Microplastics

Bottles, packaging, cigarette butts, bags, fish nets, etc. An ocean of plastics! Human-generated litter is present everywhere in the ocean, even in the deep sea. Massively produced over the past 60 years, plastics are materials that have turned into long-lived litter, decomposing all too slowly and gradually accumulating in the oceans. Although the scientific community has long studied the quantification of “macro-litter” (bottles, bags, nets, etc.), the dynamics of this plastic litter and the microplastics in the ocean are still largely unknown.

Where do these microplastics come from? They come mainly from pieces of land-borne plastic discharged into the oceans. These pieces of plastic break into fragments due to the action of currents, UV light, temperature, bacterial degradation and mechanical actions. Some microplastics originate from industrial waste generated by the personal-care products (exfoliants, toothpaste), petrochemistry (pre-production plastic resin pellets, industrial abrasives) and clothing (synthetic fibres) industries.

Scientists are confronted with the challenge of sampling and identifying microplastics with sizes close to one micrometre (1 µm or 0.001 millimetre). The high rate of breakdown of primary plastics hinders the quantification of ocean plastic debris. It is not known how microplastics are fragmented, transported and dispersed in the marine environment, whether at the surface, in the water column or in the deep sea. Nor their impact on marine organisms. Which microorganisms can adhere to plastics (biofouling1) and how they adhere. A better understanding of the interactions between marine biodiversity and microplastics at various scales, from the cell to the community, is necessary for gaining an overall understanding of the problem.

“Given the immensity of the ocean, the Microplastics project is a scientific adventure in a miniature world in which everything remains to be discovered,” underlines Emina Mamaca, the coordinator of the Microplastics project.

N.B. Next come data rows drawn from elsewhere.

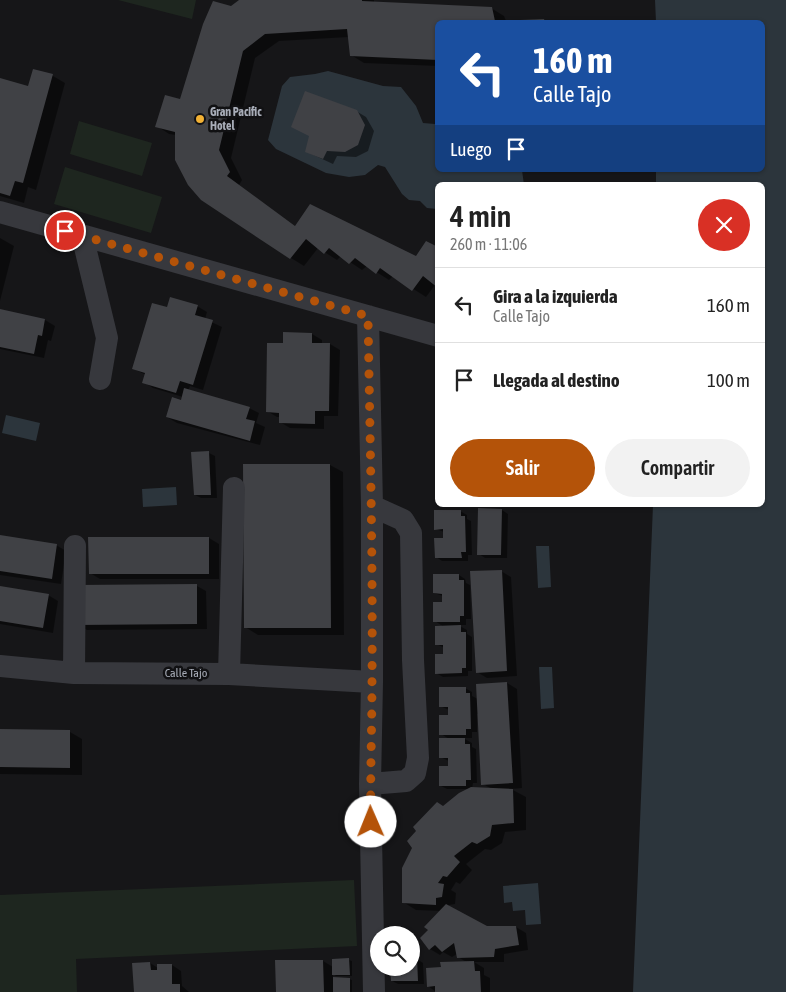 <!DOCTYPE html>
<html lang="es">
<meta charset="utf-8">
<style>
:root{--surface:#fff;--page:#f2f2f2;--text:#222;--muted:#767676;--line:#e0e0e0;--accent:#b45309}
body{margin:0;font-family:"Asap Condensed",sans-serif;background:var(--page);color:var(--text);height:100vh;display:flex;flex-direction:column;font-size:19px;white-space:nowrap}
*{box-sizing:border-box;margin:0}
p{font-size:16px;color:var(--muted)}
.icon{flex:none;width:28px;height:28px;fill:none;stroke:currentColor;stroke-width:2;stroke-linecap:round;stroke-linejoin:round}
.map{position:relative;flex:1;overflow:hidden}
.side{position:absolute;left:435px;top:182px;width:330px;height:325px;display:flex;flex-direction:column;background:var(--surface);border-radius:8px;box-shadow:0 1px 4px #0004}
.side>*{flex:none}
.guide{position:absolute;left:435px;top:20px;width:330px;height:152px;border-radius:8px;box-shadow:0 1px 4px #0004;background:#1a4fa0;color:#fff;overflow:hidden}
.buttons{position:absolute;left:370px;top:926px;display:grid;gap:10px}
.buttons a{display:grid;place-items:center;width:50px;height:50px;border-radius:50%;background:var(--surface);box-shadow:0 1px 4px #0004;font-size:25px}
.pin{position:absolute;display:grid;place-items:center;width:42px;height:42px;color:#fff;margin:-21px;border:2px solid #fff;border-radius:50%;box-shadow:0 1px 5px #0007}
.me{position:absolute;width:55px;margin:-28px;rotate:359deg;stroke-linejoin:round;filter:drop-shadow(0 0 4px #0008)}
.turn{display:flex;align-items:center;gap:18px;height:105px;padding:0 15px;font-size:22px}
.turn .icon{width:65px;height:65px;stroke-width:2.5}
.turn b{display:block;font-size:35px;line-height:42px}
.then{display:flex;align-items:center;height:48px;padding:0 15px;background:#0003;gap:10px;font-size:19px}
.round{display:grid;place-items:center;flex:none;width:52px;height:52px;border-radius:26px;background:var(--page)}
.head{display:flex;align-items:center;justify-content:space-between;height:85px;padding:0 15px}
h1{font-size:30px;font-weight:600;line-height:38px}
.primary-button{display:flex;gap:10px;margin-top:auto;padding:10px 15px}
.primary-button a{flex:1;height:58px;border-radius:30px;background:var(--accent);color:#fff;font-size:20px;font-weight:600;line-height:58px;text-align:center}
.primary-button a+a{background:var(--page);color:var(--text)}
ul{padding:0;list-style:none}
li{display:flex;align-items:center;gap:15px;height:75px;padding:0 15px;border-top:1px solid var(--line)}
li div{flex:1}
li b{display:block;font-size:19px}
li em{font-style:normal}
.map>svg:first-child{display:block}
.green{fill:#1e261f}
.water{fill:#2c353c}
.shadow{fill:#0007;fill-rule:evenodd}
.building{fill:#404145}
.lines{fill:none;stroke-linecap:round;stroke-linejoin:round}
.minor{stroke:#37383d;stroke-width:22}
.route{stroke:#b45309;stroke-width:9;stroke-dasharray:0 16.2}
.poi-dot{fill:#f2b134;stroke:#111113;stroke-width:2}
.labels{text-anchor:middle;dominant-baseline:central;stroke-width:5;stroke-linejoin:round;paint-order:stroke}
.poi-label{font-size:12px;font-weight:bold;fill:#a8adb8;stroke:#111113;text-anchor:start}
.street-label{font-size:12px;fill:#a8adb8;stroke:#111113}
</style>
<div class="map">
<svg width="786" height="992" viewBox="0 0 786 992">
<rect width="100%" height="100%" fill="#161618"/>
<!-- green -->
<path class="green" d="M118 0H196L192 19Z
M79 121 152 143 142 176 70 154Z
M65 167 162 197 151 233 54 204Z
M354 880 357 946 76 959 77 992H0V895Z"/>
<!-- water -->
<path class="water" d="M655 0H786V992H633L653 505H762V185H656V170H762V22H656Z
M328 71 383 86 401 87 416 106 423 123 435 124 437 123 438 170H522L524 185H438L437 209 427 208 420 201 409 200 402 194 385 167 378 165 365 175 349 177 326 173 276 149 268 140 282 86 290 77 315 74Z
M6 415 40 423 36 441 2 433Z
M176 487 177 505 143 507 142 489Z
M536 546H549L551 587 538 588Z
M539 667H552L554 708 541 709Z
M538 883 541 924 526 925 525 910 513 911 512 902 504 903 503 886Z"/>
<!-- shadow -->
<path class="shadow" d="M241 0H374V3L491 8 504 16 506 21 544 20 549 22H438V66L364 63 351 55 349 37 279 41 255 58 231 158 242 180 239 185 296 227 416 258 435 285 426 297 393 276 389 280 367 266 362 270 341 256 337 260 318 248 304 266 291 258 176 135 169 134 157 126 181 100 232 8Z
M34 70 53 76 65 83 36 190 28 187 24 203 0 196V80L29 88Z
M356 111 366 117 374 131 368 151 356 157 337 156 333 164 307 152 311 137Z
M0 238 14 246 0 301Z
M197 306 207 312 205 319 222 327 203 390 190 386 188 391 249 408 259 413 256 423 265 427 260 445 177 423 167 417 181 401 183 397 153 388 144 382 146 375 134 369 168 309Z
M0 311 45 320 55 326 51 341 48 340 44 358 0 349Z
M312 334 322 340V344H330L340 350 338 416H324V429L290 428 280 422V417H277L267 411 284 344Z
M209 453 215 456 217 498H201L195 495Z
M330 465 343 472 344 635H258L245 627Z
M502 510 508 514 507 558H485L479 554Z
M460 511 467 515V519L471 521 472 555H468V561H442L436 557 445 539 444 532 436 529Z
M0 537 56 545 66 551 61 584 0 575Z
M209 538 219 544V579H100L90 573Z
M501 571 511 577 517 676 487 678 477 672Z
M434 575H459L465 579 466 583 470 585 471 619H466V625H458L467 630V634L472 637V671H468V676L443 677 436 673 445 655V648L436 644 444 627 435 621 443 604V596L434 593Z
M197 586 206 591 207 629 87 630 77 624Z
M0 587 48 595 58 601 53 633 0 624Z
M507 683 517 689 522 788 511 789 526 797V830L505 832 502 843 491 850 485 849 466 864 472 870 460 884 456 882 451 890 456 893 455 904 449 905V907L486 928 516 927 526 933 528 950 504 954V962H474L484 968V975L490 978V992H436L428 986 442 968 468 963 458 957 457 954 452 957 443 952 440 955 430 949 422 938 429 930 441 911 416 910 403 902 443 807 470 789H447L441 786 449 767V761L440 757 449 739 441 734 449 717V710L440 706 465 688 472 692V696L478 699ZM477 714H479L483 784 492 789H472L473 783H477L476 749 472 747V743L463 738H472V732H477Z
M0 731 70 732 82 739V775L0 774Z
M417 959 423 963 424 984H398L392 981V968H411Z
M349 960 352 961V976H336L333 974V979H349L352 980V992H277L323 961 333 967Z
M150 963 158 968 172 965 181 971 182 986 189 992H132H135Z"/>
<!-- building -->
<path class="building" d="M239 0H362V1L492 7 495 21 544 19 545 22H438V60L350 56 347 29 265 34 243 51 219 150 230 172 227 176 295 226 310 204 416 256 426 241 438 247V288L423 276 412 291 380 268 376 274 355 258 349 264 329 248 324 254 306 239 290 259 201 200 188 185 175 160V132L155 127 165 95 180 99 203 24 213 1 231 6Z
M33 69 53 74 23 183 15 181 10 196 0 193V78L28 86Z
M305 91 357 110 365 125 358 145 345 152 327 151 323 159 305 152 309 136 291 127Z
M170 297 198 305 195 315 213 320 193 385 180 381 176 393 142 383 145 373 132 369 152 303 167 307Z
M0 309 45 319 42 336 38 335 34 354 0 347Z
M283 332 312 333V343H330L329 411H315V424L279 423V413L266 412 267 343H283Z
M184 388 250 407 246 419 255 421 250 441 166 417 172 397 181 400Z
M209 451 211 495H194L191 452Z
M243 464H330L331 628H244Z
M478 508 502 509 501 555H477Z
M434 510H461V516H465L466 552H461L462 558H435L434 538H443V529L434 530Z
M0 535 57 544 52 579 0 571Z
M88 537H209V574H89Z
M502 570 507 671 476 673 470 571Z
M433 574H459V580H464V616H460V622H433V602H442V594L433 593Z
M197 584V624L76 625 75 585Z
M0 586 49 594 43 628 0 621Z
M461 625V632H466V668H462V673L435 674V654H443V645H435V626Z
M507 682 513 783 481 785 476 684Z
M439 687H466V693H470L471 729H466V735H439V715H448V707H439Z
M0 729 70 730V768L0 767Z
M439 738H465V744H470L471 780H466V786H439V766H448V758H439Z
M471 787 513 789 514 823 492 825 490 836 477 844 472 842 454 856 460 862 447 877 443 876 438 883 444 884 442 897 436 898V905L402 903V868L412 848 407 841 416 831 413 827 437 802 443 806 459 793Z
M446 904 487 926H516L519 945 495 949 494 957 457 958 454 943 442 952 435 945 429 950 420 938 428 930 424 927Z
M349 958 350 975H332V959Z
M411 958H417L418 981H391L390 968H411Z
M275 960H323L324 992H276Z
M474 961 475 971H480L481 992H435V986L427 987 426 968 441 967 440 962Z
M150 962 151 970H157V964H172V984H180V992H134L132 963Z
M333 977 350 978V992H333Z"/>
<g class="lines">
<!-- minor -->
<path class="minor" d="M0 212 438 336
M82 235 107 338 100 379
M368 316 372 506V682L370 784 374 992
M0 666 74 673 229 674 372 682
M74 673 75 546
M229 674 234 488
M370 784 406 781 415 773 418 758 413 660 411 533 403 520 372 506"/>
</g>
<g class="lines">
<!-- route -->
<path class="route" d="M65 231 368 316C370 438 373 559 372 681 372 728 370 775 371 822"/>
</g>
<!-- markers -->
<circle class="poi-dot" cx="200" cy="119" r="5"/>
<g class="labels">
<!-- poi labels -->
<g class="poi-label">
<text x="210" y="112">Gran Pacific<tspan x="210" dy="14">Hotel</tspan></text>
</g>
<!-- street labels -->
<g class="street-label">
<text x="186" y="673">Calle Tajo</text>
</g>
</g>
</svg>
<div class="buttons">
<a><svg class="icon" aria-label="search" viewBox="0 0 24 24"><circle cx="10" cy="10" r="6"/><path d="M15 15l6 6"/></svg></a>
</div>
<div class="pin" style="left:65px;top:231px;background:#d93025"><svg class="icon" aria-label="arrive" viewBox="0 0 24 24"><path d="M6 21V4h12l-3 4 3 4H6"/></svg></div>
<svg class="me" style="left:371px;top:822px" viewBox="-20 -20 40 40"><circle r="19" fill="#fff"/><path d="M0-13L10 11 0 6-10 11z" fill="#b45309"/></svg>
<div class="guide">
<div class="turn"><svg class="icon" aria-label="left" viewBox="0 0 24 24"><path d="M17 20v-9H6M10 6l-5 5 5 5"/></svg><div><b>160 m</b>Calle Tajo</div></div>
<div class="then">Luego<svg class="icon" aria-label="arrive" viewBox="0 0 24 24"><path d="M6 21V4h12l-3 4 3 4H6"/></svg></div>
</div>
<section class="side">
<div class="head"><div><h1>4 min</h1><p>260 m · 11:06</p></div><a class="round" style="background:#d93025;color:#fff"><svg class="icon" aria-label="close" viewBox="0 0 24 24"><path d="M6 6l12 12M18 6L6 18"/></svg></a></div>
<ul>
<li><svg class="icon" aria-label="left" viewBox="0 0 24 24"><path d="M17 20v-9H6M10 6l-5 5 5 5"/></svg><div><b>Gira a la izquierda</b><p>Calle Tajo</p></div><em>160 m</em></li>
<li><svg class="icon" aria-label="arrive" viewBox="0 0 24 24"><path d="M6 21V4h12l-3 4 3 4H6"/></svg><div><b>Llegada al destino</b></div><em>100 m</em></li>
</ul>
<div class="primary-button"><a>Salir</a><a>Compartir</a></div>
</section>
</div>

The Microplastics project has four main goals:

  • Trace the smallest plastic particles to better understand their fate and assess their impact and develop novel technological tools to collect, characterise and quantify them.
  • Assess the role of microplastics as a new habitat for microbiota via a better understanding of the “plastisphere”. Scientists will also investigate how microplastics are transferred in the food chain via the species that ingest them. The role of microplastics as a vector of microorganisms including pathogens (bacteria, viruses, microalgae) will be analysed as well as certain physical effects (mechanisms of ingestion) and chemical effects, particularly chemical contaminants that are likely dispersed by microplastics (certain pesticides).
  • Characterise the presence of microplastics in the deep sea, with extensive research in the archives available at IFREMER from the past 20 years, and studying interactions with meiofauna, the microscopic biodiversity of the deep seabed.
  • Sample these materials in several pilot areas off the French coast, particularly in the Mediterranean Sea, using a citizen-science approach involving local populations. Hence, new methodological approaches will need to be developed for sampling and analysis.

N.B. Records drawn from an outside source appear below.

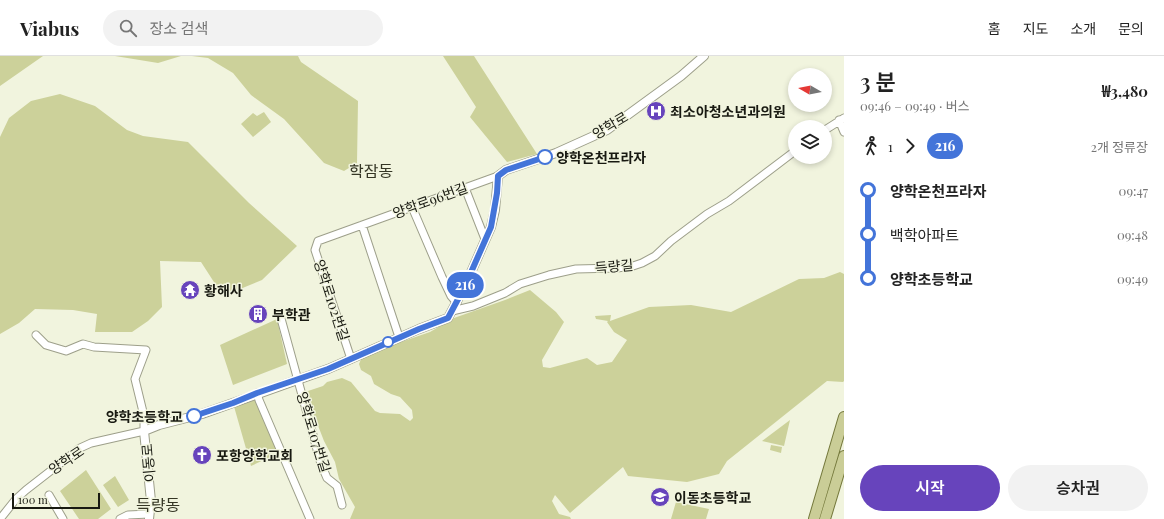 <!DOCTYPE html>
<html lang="ko">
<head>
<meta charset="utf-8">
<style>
	:root { --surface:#fff; --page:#f2f2f2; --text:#222; --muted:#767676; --line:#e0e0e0; --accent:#6744bc }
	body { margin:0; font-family:"Playfair Display","Noto Sans KR",serif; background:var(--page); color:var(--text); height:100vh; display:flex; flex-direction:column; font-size:15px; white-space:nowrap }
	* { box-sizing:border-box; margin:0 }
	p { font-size:13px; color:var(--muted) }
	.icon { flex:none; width:22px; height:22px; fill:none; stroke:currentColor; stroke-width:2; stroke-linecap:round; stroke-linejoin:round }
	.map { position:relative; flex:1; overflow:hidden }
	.side { display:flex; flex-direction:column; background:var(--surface); width:320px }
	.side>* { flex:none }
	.badge { padding:0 8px; border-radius:13px; font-size:14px; line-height:26px }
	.needle { width:26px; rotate:279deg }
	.controls { position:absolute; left:788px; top:12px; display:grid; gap:8px }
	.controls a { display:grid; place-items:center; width:44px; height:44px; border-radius:50%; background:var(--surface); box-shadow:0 2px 6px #0003; font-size:20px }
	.scale { position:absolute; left:12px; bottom:10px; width:88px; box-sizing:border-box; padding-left:4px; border:2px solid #181911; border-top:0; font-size:11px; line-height:14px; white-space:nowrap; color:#181911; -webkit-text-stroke:3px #f1f4de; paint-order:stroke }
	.map>.badge { position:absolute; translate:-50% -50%; box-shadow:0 0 0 2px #fff }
	.legs { display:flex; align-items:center; gap:6px; height:44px; padding:0 16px; font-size:13px }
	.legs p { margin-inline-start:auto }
	.overview { display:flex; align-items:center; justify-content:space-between; height:68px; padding:0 16px }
	h1 { font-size:22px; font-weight:600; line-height:30px }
	.primary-button { display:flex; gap:8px; margin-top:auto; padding:8px 16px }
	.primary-button a { flex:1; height:46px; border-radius:24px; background:var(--accent); color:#fff; font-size:16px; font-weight:600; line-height:46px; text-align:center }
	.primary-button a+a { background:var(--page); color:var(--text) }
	ul { padding:0 16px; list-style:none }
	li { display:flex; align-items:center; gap:14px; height:44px; font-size:15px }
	li i { display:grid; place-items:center; width:6px; height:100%; margin:0 5px; background:currentColor }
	li i::after { content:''; width:10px; height:10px; margin:-5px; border:3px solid; border-radius:50%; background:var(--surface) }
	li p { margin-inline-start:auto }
	li:first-child i { background:linear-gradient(#0000 50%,currentColor 0) }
	li:last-child i { background:linear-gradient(currentColor 50%,#0000 0) }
	header { display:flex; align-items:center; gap:24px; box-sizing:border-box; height:56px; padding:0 20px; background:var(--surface); border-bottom:1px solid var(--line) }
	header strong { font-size:19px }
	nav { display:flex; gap:22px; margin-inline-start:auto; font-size:14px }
	.search { width:280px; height:36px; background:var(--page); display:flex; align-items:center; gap:10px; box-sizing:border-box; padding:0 14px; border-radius:22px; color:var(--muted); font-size:15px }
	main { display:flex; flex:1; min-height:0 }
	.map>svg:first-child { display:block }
	.green { fill:#ccd19a }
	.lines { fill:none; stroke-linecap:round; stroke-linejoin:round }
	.minor-casing { stroke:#9d9f8a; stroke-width:9 }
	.tertiary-casing { stroke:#9d9f8a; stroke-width:10 }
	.primary-casing { stroke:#74783b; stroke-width:12 }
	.minor { stroke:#fff; stroke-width:7 }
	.tertiary { stroke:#fff; stroke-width:8 }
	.primary { stroke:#cacd97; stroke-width:10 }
	.line-1-casing { stroke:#fff; stroke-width:9 }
	.line-1 { stroke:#4374d9; stroke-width:6 }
	.stop-1-dot { fill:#fff; stroke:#4374d9; stroke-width:2 }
	.labels { text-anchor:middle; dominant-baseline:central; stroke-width:3; stroke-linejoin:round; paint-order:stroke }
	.poi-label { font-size:14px; font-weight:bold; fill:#181911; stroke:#f1f4de; text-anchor:start }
	.street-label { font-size:14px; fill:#181911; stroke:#f1f4de }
	.stop-label { font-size:14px; font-weight:bold; fill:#181911; stroke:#f1f4de; text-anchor:start }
	.quarter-label { font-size:16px; fill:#353625; stroke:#f1f4de }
</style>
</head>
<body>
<header>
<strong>Viabus</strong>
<div class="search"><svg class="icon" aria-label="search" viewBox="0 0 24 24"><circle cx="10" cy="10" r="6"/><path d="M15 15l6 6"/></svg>장소 검색</div>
<nav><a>홈</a><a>지도</a><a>소개</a><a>문의</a></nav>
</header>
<main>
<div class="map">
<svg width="844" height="463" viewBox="0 0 844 463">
	<rect width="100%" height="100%" fill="#f1f4de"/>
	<path class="green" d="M0 0H43L0 30Z
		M115 0H181L158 7Z
		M192 0H298L301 6 358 45 357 107 344 115 324 107 284 63 251 39 233 17 208 2Z
		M443 0H474L537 98 507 106 470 61 476 51Z
		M60 38 95 50 127 74 143 80 188 86 249 147 297 190 262 224 223 240 201 206 160 205 162 251 148 265 132 276H95L97 258 73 254 35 253 19 267 0 278V81L9 62 31 45Z
		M264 56 271 66 253 81 241 68 253 57 257 60Z
		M840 216 844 218V325L843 326 827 325 727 405 719 418 687 426 628 420 623 411 570 457 555 439 552 445 559 458 570 461 571 463H350L355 451 339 423 335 406 324 385 305 336 323 330 327 326 342 322 351 326 375 355 380 357 400 358 410 365 413 362 412 354 400 341 391 338 374 328 371 320 361 314 359 308 362 301 398 287 430 276 454 262 505 244 530 234 556 256 564 266 542 304 543 311 550 312 587 302 597 309 612 306 627 284 614 276 607 266 608 265 596 263 595 260 611 259 610 265 649 251 691 249 731 256 799 223 824 222Z
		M277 263 287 308 233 329 220 289Z
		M257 337 279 397 251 410 233 347Z
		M790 364 784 390 762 385Z
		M771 389 782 391 781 397 770 394Z
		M86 414 111 453 98 463H79L60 435Z
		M115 420 129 444 118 451 103 429Z
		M676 446 709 453 706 463H671Z"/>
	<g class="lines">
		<defs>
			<path id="minor" d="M839 64 844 76
				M825 74 844 62
				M465 132 485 183
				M412 151 442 221 451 240 457 247
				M362 169 399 281
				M452 255 473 250 505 237 520 228 549 219 576 213 617 212 633 210 642 207 655 200 671 185 707 158 729 145 795 95
				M280 259 321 408 327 422 337 430 342 449
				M351 303 315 194 318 185 498 120
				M257 337 259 344 310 463
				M49 439 63 463
				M0 463 16 443 26 434 80 392 91 387 144 375V360L135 323 146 294 94 291 83 288 66 295 46 289 36 279
				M120 463 128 459 149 458"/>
			<path id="tertiary" d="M149 463 151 445 144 375 159 369 202 358 328 313 419 273 448 262 465 230 491 171 495 154 498 120 506 114 556 97 607 74 681 20 704 0"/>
			<path id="primary" d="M814 463 844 361
				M825 463 844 400"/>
		</defs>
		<use href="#minor" class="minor-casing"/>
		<use href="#tertiary" class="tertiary-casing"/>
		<use href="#primary" class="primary-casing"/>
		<use href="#minor" class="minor"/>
		<use href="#tertiary" class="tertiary"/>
		<use href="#primary" class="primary"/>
	</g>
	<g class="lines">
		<defs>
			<path id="line-1" d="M194 360 233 347 257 337 328 313 419 273 448 262 465 230 491 171 497 137 498 120 506 114 545 101"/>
		</defs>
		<use href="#line-1" class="line-1-casing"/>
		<use href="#line-1" class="line-1"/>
	</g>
	<defs>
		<symbol id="hospital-disc" viewBox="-11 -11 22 22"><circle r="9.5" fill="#6744bc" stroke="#f1f4de"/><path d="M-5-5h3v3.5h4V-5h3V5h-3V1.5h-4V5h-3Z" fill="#fff"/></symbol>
		<symbol id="temple-disc" viewBox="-11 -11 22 22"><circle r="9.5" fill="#6744bc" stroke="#f1f4de"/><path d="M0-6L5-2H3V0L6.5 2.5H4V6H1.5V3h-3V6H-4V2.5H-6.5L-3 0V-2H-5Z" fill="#fff"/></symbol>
		<symbol id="building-disc" viewBox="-11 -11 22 22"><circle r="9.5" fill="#6744bc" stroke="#f1f4de"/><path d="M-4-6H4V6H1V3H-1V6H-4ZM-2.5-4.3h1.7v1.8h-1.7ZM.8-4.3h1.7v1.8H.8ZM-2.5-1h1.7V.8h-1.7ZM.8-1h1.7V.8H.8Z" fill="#fff"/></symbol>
		<symbol id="church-disc" viewBox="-11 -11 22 22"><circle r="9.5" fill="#6744bc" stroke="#f1f4de"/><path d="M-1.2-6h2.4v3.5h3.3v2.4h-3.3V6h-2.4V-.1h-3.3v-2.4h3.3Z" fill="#fff"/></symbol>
		<symbol id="school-disc" viewBox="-11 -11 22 22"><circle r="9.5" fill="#6744bc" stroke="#f1f4de"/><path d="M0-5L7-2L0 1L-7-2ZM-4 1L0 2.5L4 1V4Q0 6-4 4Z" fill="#fff"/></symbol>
	</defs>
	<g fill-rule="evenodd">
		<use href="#hospital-disc" x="645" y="44" width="22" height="22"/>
		<use href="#temple-disc" x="179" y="223" width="22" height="22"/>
		<use href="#building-disc" x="247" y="247" width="22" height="22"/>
		<use href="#church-disc" x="191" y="388" width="22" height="22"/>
		<use href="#school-disc" x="649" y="430" width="22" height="22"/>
	</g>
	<g class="stop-1-dot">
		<circle cx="545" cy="101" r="7"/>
		<circle cx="388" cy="286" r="5"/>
		<circle cx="194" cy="360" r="7"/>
	</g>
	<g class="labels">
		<g class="poi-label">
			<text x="670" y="55">최소아청소년과의원</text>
			<text x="204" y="234">황해사</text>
			<text x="272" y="258">부학관</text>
			<text x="216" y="399">포항양학교회</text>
			<text x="674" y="441">이동초등학교</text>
		</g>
		<g class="street-label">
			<text transform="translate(610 69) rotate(-31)">양학로</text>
			<text transform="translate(430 144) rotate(-20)">양학로96번길</text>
			<text transform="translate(614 210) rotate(-5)">득량길</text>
			<text transform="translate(332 244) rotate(72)">양학로102번길</text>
			<text transform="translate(314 376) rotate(73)">양학로107번길</text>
			<text transform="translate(66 404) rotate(-34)">양학로</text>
			<text transform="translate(148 407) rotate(-95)">이동로</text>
		</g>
		<g class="stop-label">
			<text x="556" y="101">양학온천프라자</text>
			<text x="183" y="360" text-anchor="end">양학초등학교</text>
		</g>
		<g class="quarter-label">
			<text x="371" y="114">학잠동</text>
			<text x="158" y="448">득량동</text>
		</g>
	</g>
</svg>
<div class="controls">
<a><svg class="needle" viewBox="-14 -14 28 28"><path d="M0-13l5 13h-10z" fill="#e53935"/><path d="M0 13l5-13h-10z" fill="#767676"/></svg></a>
<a><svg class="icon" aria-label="layers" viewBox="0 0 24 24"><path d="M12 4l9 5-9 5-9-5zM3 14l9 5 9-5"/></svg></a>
</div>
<div class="scale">100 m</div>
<b class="badge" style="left:465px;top:229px;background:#4374d9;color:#fff">216</b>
</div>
<section class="side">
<div class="overview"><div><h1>3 분</h1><p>09:46 – 09:49 · 버스</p></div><b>₩3,480</b></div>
<div class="legs"><svg class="icon" aria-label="walk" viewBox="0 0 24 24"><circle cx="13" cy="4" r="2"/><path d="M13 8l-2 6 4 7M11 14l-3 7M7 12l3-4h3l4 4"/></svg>1<svg class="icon" aria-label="forward" viewBox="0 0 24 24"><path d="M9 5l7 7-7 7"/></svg><b class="badge" style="background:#4374d9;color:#fff">216</b><p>2개 정류장</p></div>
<ul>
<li><i style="color:#4374d9"></i><b>양학온천프라자</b><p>09:47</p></li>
<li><i style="color:#4374d9"></i><span>백학아파트</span><p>09:48</p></li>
<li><i style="color:#4374d9"></i><b>양학초등학교</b><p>09:49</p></li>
</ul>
<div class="primary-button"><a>시작</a><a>승차권</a></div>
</section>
</main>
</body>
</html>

The Microplastics project will be conducted by IFREMER in collaboration with LEMAR the Marine Environmental Sciences Laboratory (UMR CNRS/UBO/IRD/IFREMER), CEDRE (Centre for Documentation, Research and Experimentation on Accidental Water Pollution), the LABOCEA laboratory, the private company HORIBA (manufacturer of precision instruments and optical equipment for measurement and analysis) and the IPCF (Italian Institute for Chemical-Physical Processes). Microplastics will cooperate with the ANR Nanoplastics project (IMMM, University of Maine) on certain aspects involving major methodological developments, such as the collection and characterisation of the smallest plastic particles. ANR-Nanoplastics began in 2016 for a duration of 4 years.

 [1] Biofouling is the formation of an unwanted layer of living organisms or microbes on an artificial surface in permanent or at least frequent contact with water (litter, boat hulls, immersed chains, buoys, etc.).